Arithmetic operator plus (+)
Arithmetic operator minus (-)
Arithmetic operator times (*)
Arithmetic operator divided by (/)
Arithmetic operator integer divided by (\)
Arithmetic operator modulo (#)
Arithmetic operator to the power of (**)
String operator concatenate (_)
Assignment operator becomes (=)
Relational operator is equal to (=)
Relational operator object is equal to (==)
Relational operatr is greater than (>)
Relational operator is less than (<)
Relational operator is less than or equal to ('>)
Relational operator is greater than or equal to ('<)
Relational operator matches pattern (?)
Relational operator contains ([)
Relational operator follows (])
Relational operator follows or is equal to (]=)
Relational operator collates after (]])
Relational operator collates after or is equal to (]]=)
Logical operator and (&)
Logical operator or (!)
Locical operator exclusive or (!!)
Logical unary operator not (')
Indirection operator indirect (@)

The M[UMPS] programming language knows a number of 'operators'. Some operators are the familiar arithmetic ones while others operate on strings or compare values. In M[UMPS], the operators can be mixed in any order, but keep in mind that some operators imply a specific interpretation of their operands. The only order of precedence for binary operators in M[UMPS] is the strict left- to-right evaluation, and unary operators only apply in a right- to-left order. If that order of precedence needs to be overridden, parentheses can be used to indicate that a sub- expression has to be evaluated first.
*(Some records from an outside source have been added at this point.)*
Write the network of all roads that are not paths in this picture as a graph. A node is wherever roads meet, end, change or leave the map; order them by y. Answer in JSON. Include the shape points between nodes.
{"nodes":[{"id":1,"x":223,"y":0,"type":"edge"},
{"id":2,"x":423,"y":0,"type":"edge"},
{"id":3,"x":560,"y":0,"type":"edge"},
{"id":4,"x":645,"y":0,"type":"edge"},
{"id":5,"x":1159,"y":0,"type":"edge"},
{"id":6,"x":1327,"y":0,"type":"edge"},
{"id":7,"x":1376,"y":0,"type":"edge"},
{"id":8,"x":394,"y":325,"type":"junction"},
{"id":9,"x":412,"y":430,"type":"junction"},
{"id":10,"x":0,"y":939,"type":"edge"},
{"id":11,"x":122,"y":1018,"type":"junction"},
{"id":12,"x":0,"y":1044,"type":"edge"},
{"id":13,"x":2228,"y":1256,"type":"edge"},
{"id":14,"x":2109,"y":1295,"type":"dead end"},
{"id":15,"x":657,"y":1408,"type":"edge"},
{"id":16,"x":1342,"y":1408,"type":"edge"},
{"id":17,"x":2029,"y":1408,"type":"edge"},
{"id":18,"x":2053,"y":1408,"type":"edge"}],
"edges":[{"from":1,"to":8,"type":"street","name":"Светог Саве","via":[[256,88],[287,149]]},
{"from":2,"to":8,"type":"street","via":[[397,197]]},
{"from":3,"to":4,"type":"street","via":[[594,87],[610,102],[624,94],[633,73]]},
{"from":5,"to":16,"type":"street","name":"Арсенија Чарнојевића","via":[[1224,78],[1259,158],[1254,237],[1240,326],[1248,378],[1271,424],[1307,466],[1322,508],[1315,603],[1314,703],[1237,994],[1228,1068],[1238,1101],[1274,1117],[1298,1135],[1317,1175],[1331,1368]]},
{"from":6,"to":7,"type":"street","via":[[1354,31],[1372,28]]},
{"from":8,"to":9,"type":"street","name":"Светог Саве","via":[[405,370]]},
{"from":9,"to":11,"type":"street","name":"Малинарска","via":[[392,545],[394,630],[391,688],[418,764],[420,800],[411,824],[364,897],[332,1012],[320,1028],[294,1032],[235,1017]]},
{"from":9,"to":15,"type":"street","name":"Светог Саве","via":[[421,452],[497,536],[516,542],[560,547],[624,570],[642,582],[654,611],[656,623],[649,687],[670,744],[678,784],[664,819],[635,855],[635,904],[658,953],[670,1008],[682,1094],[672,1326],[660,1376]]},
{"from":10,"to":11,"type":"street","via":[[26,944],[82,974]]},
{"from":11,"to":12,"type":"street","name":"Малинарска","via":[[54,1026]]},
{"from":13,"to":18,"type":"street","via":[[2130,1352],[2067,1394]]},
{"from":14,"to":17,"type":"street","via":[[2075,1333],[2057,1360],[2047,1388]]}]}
Depending on where one went to school, different schemes for the order of computations were taught. The main different 'schools' that I am aware of are:

  Central Europe   USA and Great Britain
1.Raising to a power1.Raising to a power (including taking roots)
2.Multiplication
3.Division
4.Take root2.Multiplication or division
5.Addition
6.Subtraction3.Addition or subtraction

So that the result of: 4/2*2 is equal to 1 in The Netherlands (multiplication takes precedence over division), but equal to 4 in England (multiplication and division have no difference in precedence, so the left-to-right evaluation prevails).
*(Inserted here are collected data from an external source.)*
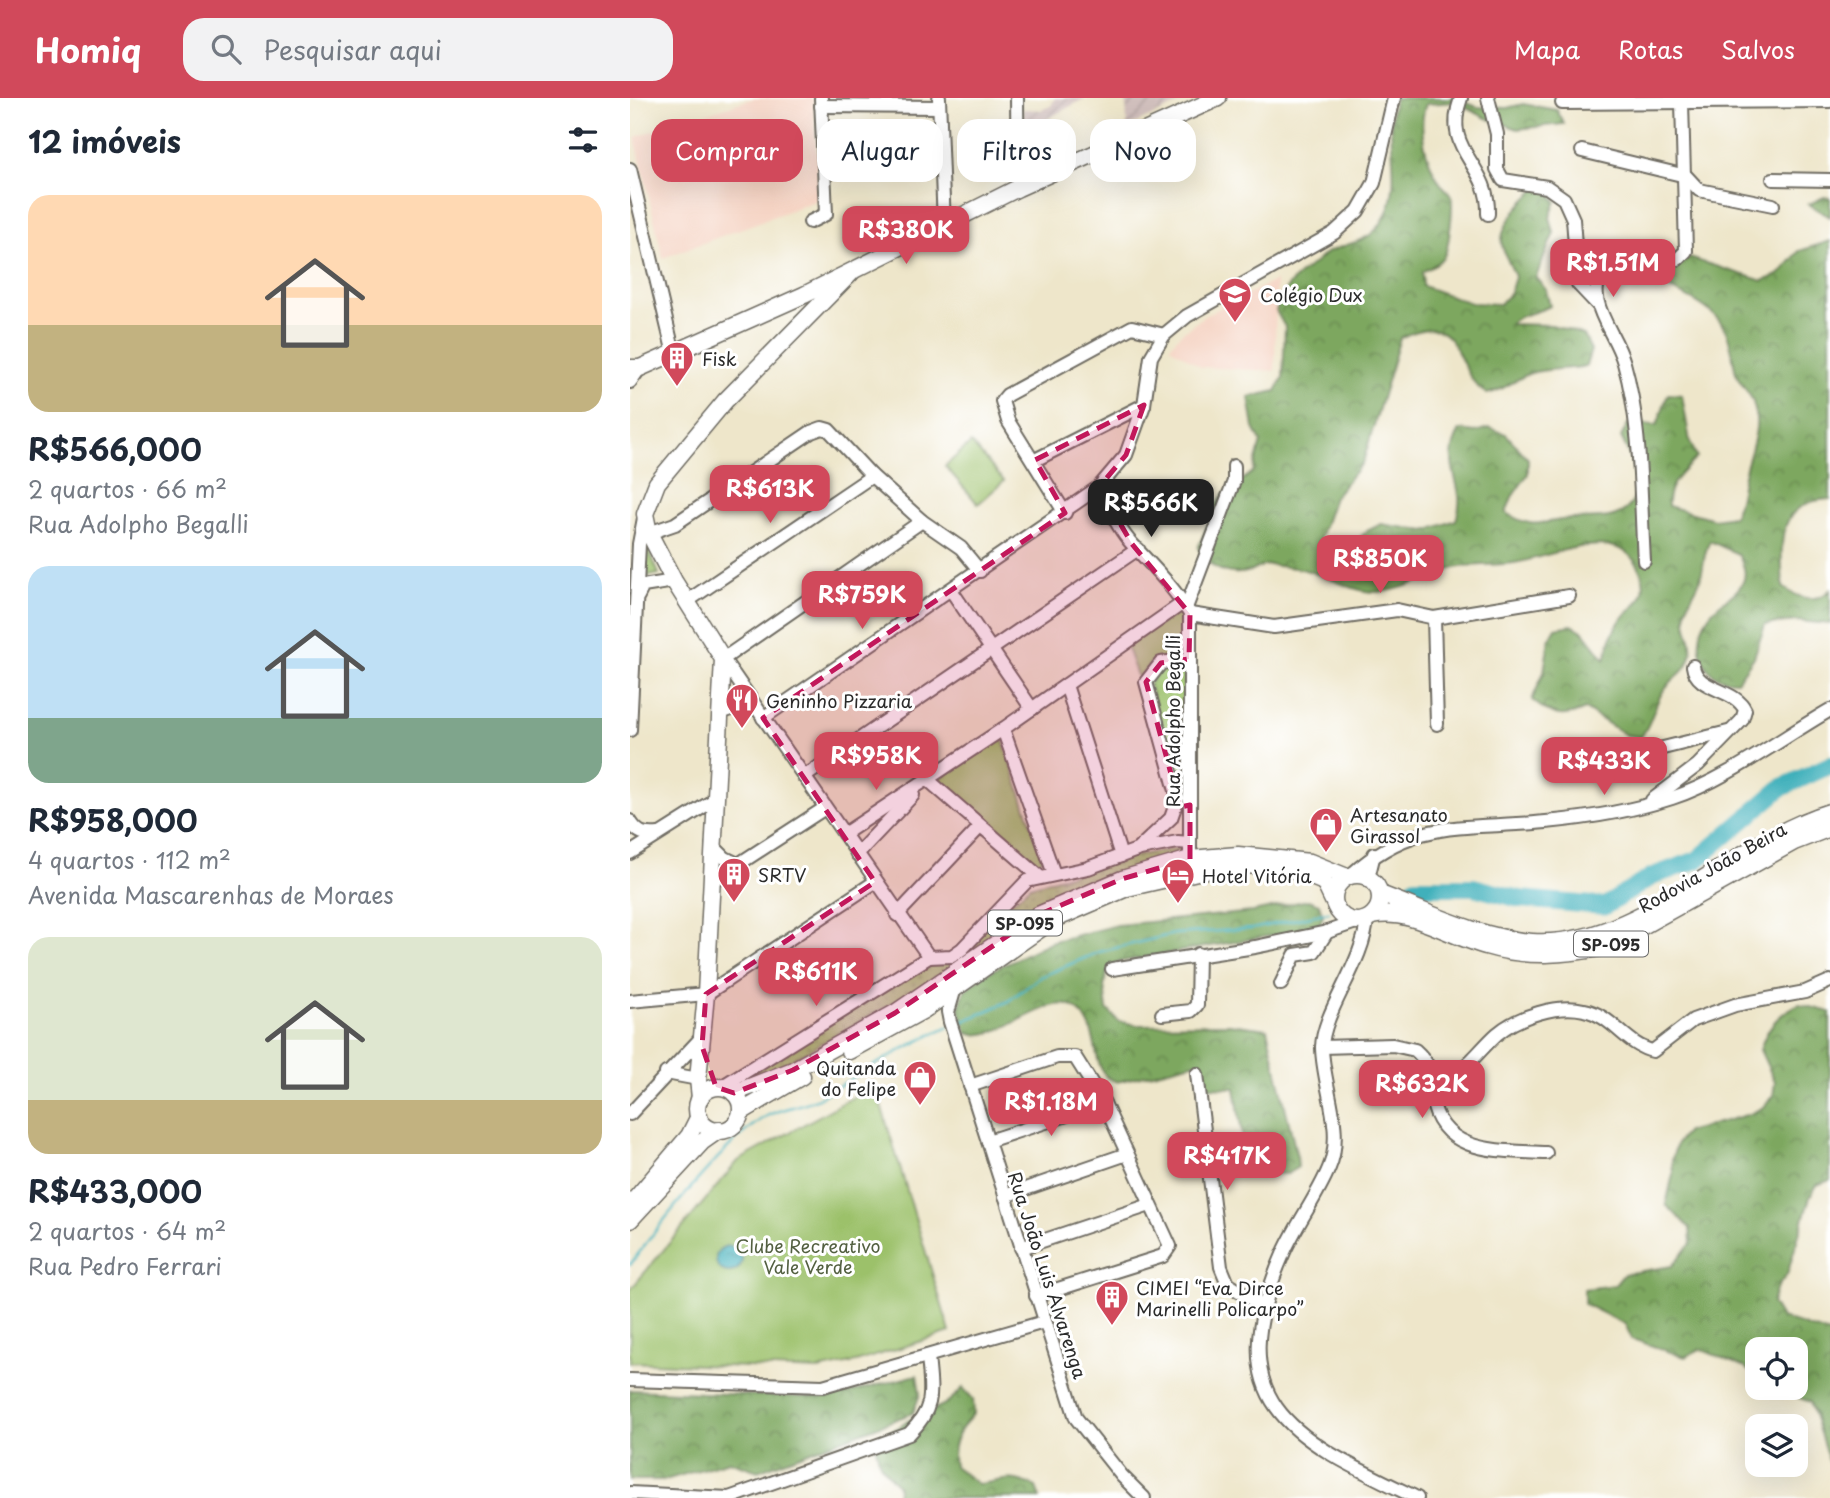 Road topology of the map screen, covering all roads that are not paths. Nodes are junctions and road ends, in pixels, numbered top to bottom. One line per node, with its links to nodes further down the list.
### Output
1 (1017, 98): 17 (street)
2 (1218, 98): 17 (main road)
3 (1394, 98): 27 (street)
4 (1461, 98): 18 (street)
5 (1488, 98): 14 (street)
6 (1830, 101): 9 (street)
7 (821, 102): 8 (street); 21 (street)
8 (939, 102): 22 (street)
9 (1682, 102): 10 (street); 13 (street)
10 (1562, 103)
11 (1582, 150): 13 (street)
12 (630, 169): 28 (street)
13 (1686, 176): 19 (street); 25 (street)
14 (1500, 177): 18 (street); 25 (street)
15 (1773, 180): 16 (street)
16 (1830, 180)
17 (1018, 188): 22 (main road)
18 (1487, 191): 20 (street)
19 (1773, 205)
20 (1488, 214)
21 (810, 222)
22 (944, 225): 23 (main road)
23 (851, 273): 24 (main road); 26 (main road)
24 (804, 295): 26 (main road); 28 (main road)
25 (1597, 304): 41 (street)
26 (813, 311): 37 (main road)
27 (1158, 333): 31 (street); 32 (street)
28 (674, 354): 29 (main road)
29 (635, 368): 30 (street)
30 (630, 382)
31 (1144, 405): 32 (street); 35 (street)
32 (1035, 460): 36 (street)
33 (1234, 466): 48 (street)
34 (872, 475): 38 (street); 39 (street); 47 (street)
35 (1100, 486): 36 (street); 40 (street)
36 (1065, 513): 42 (street)
37 (645, 514): 39 (main road); 46 (street)
38 (922, 521): 42 (street); 51 (street)
39 (649, 533): 43 (main road)
40 (1138, 549): 48 (street); 50 (street)
41 (1644, 561)
42 (980, 571): 44 (street)
43 (674, 581): 46 (street); 47 (main road)
44 (951, 590): 50 (street); 61 (street)
45 (1569, 596): 49 (street)
46 (637, 599): 54 (street)
47 (686, 602): 51 (main road)
48 (1186, 608): 49 (street); 52 (street, Rua Adolpho Begalli); 55 (street)
49 (1434, 618): 62 (street)
50 (992, 650): 57 (street); 67 (street)
51 (723, 659): 56 (street); 60 (main road)
52 (1189, 659): 71 (street, Rua Adolpho Begalli); 71 (street)
53 (1693, 666): 65 (street)
54 (631, 680): 59 (street)
55 (1066, 685): 57 (street); 86 (street)
56 (752, 702): 60 (street); 61 (street)
57 (1032, 709): 63 (street)
58 (1830, 710): 70 (street)
59 (630, 713): 64 (street)
60 (720, 713): 69 (main road)
61 (763, 718): 67 (street)
62 (1437, 724)
63 (1003, 729): 68 (street); 88 (street)
64 (630, 730)
65 (1728, 732): 66 (street); 70 (street)
66 (1598, 764)
67 (804, 777): 72 (street)
68 (927, 779): 76 (street); 79 (street); 84 (street)
69 (714, 800): 74 (street); 80 (main road)
70 (1646, 805): 85 (street)
71 (1184, 806): 81 (street); 82 (street, Rua Adolpho Begalli)
72 (825, 808): 79 (street); 87 (street)
73 (1830, 812): 94 (main road, Rodovia João Beira / SP-095)
74 (684, 818): 78 (street); 80 (street)
75 (630, 821): 78 (street)
76 (980, 827): 90 (street); 96 (street)
77 (1830, 828): 97 (main road, Rodovia João Beira / SP-095)
78 (659, 834): 83 (street)
79 (844, 834): 84 (street)
80 (713, 837): 87 (street); 92 (main road)
81 (1137, 850): 82 (street); 86 (street)
82 (1190, 851): 89 (main road, SP-095); 117 (main road, SP-095)
83 (630, 853)
84 (857, 854): 93 (street)
85 (1374, 854): 89 (street); 91 (street)
86 (1121, 856): 88 (street)
87 (740, 865): 92 (street)
88 (1054, 874): 90 (street)
89 (1349, 876): 91 (main road, SP-095); 95 (main road)
90 (1040, 877): 100 (street)
91 (1368, 878): 94 (main road)
92 (711, 882): 105 (main road)
93 (875, 882): 96 (street); 105 (street)
94 (1380, 894): 97 (main road)
95 (1335, 905): 97 (main road, SP-095); 104 (main road, SP-095)
96 (897, 915): 100 (street)
97 (1365, 919): 98 (street); 111 (street)
98 (1327, 932): 99 (street); 103 (street)
99 (1198, 954): 101 (street); 108 (street)
100 (929, 957): 117 (street)
101 (1112, 969)
102 (1830, 981): 112 (street)
103 (1281, 984)
104 (956, 988): 107 (main road, SP-095); 109 (street)
105 (706, 994): 106 (street); 110 (main road)
106 (630, 1001)
107 (924, 1010): 109 (street); 120 (main road, SP-095)
108 (1162, 1014)
109 (950, 1023): 116 (street, Rua João Luis Alvarenga)
110 (702, 1042): 113 (street); 115 (main road); 117 (main road)
111 (1322, 1047): 112 (street); 133 (street)
112 (1431, 1071): 124 (street)
113 (666, 1073): 115 (street); 121 (street)
114 (1197, 1074): 133 (street)
115 (698, 1079): 119 (main road)
116 (970, 1086): 118 (street); 123 (street, Rua João Luis Alvarenga)
117 (724, 1089): 119 (main road, SP-095); 120 (main road)
118 (1104, 1103): 123 (street); 125 (street)
119 (698, 1108): 122 (main road); 126 (main road); 128 (main road, SP-095)
120 (741, 1112): 122 (main road, SP-095)
121 (630, 1114)
122 (719, 1130): 130 (main road, SP-095)
123 (988, 1141): 127 (street, Rua João Luis Alvarenga)
124 (1546, 1153)
125 (1127, 1154): 127 (street); 129 (street)
126 (630, 1194)
127 (1004, 1196): 131 (street, Rua João Luis Alvarenga)
128 (630, 1205)
129 (1150, 1205): 131 (street); 132 (street)
130 (630, 1220)
131 (1021, 1248): 132 (street, Rua João Luis Alvarenga)
132 (1036, 1296): 134 (street, Rua João Luis Alvarenga)
133 (1265, 1308): 140 (street)
134 (1044, 1322): 135 (street); 139 (street, Rua João Luis Alvarenga)
135 (928, 1356): 136 (street); 138 (street)
136 (630, 1380)
137 (630, 1493): 138 (street)
138 (735, 1497)
139 (1144, 1498)
140 (1417, 1498)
M[UMPS] evaluates strictly from left to right, so that 1+1*2 yields 4 and not 3.

When a different precedence is to be established, parentheses should be used: the expressions 1+(1*2) and 1*2+1 will both yield 3.
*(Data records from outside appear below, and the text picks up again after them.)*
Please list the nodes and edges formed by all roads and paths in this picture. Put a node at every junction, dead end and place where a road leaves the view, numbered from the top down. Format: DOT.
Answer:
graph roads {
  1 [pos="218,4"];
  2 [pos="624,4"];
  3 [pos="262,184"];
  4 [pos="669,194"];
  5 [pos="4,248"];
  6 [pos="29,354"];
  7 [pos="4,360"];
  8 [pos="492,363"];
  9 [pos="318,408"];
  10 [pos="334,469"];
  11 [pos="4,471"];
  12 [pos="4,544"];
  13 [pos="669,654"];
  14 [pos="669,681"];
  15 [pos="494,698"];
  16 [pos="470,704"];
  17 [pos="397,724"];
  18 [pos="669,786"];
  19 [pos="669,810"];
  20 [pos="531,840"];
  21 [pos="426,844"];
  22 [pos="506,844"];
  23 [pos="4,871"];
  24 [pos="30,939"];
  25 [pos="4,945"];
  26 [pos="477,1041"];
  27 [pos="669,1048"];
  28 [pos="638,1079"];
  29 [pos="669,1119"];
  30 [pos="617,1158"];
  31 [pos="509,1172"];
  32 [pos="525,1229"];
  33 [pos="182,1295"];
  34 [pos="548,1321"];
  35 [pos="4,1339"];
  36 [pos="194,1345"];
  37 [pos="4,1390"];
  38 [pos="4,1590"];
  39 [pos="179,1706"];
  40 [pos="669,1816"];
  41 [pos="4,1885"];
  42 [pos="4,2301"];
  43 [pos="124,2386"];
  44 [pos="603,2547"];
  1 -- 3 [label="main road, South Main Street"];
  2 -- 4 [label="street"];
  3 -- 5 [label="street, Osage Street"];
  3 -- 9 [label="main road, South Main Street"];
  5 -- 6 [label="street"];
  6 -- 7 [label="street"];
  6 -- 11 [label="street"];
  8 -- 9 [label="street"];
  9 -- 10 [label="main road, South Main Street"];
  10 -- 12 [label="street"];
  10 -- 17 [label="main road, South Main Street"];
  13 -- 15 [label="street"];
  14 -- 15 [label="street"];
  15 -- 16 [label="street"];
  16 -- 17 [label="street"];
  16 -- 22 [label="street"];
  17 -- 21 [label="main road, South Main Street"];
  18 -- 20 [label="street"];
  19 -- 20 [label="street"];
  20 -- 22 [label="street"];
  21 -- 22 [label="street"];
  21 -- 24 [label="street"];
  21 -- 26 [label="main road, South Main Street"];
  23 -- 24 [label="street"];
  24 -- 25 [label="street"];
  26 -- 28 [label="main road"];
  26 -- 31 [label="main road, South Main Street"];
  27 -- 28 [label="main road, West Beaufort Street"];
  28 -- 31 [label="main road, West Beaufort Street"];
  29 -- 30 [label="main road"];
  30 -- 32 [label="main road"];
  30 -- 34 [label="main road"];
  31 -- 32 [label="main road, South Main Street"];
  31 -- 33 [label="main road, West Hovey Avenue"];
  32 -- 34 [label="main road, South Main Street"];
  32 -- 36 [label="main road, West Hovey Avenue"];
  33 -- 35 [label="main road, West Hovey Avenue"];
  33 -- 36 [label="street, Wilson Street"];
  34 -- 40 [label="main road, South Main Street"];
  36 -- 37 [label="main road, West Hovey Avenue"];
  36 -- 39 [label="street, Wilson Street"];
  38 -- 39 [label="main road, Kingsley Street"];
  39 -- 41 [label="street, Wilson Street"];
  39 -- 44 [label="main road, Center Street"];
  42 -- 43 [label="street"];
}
Assume that K=34; the expression "_11_22_33_"["_"_K_"_" will evaluate as "134_". The order of evaluation is: first evaluate "_11_22_33_"["_", which yields 1 (true), then the rest of the expression becomes: 1_K_"_", which leads to the value "134_".
If one wished to perform a check to verify that the value of K is contained in a list, parentheses are required:
"_11_22_33_"[("_"_K_"_") will return a true-or-false value (bve, boolean valued expression), which is only true when K has one of the values 11, 22 or 33.

Assume that L=29 and K=34; the series of commands
        If K=L+3 Write !,"K=32"
will result in the text "K=32" being printed, regardless of the value of K.
In this case, the order of evaluation is: first compare K=L, which will yield 0 (false), then the evaluation continues with 0+3, which yields 3 (true), so that the commands following the If command will always be processed.
The formula that was intended could be either L+3=K or K=(L+3).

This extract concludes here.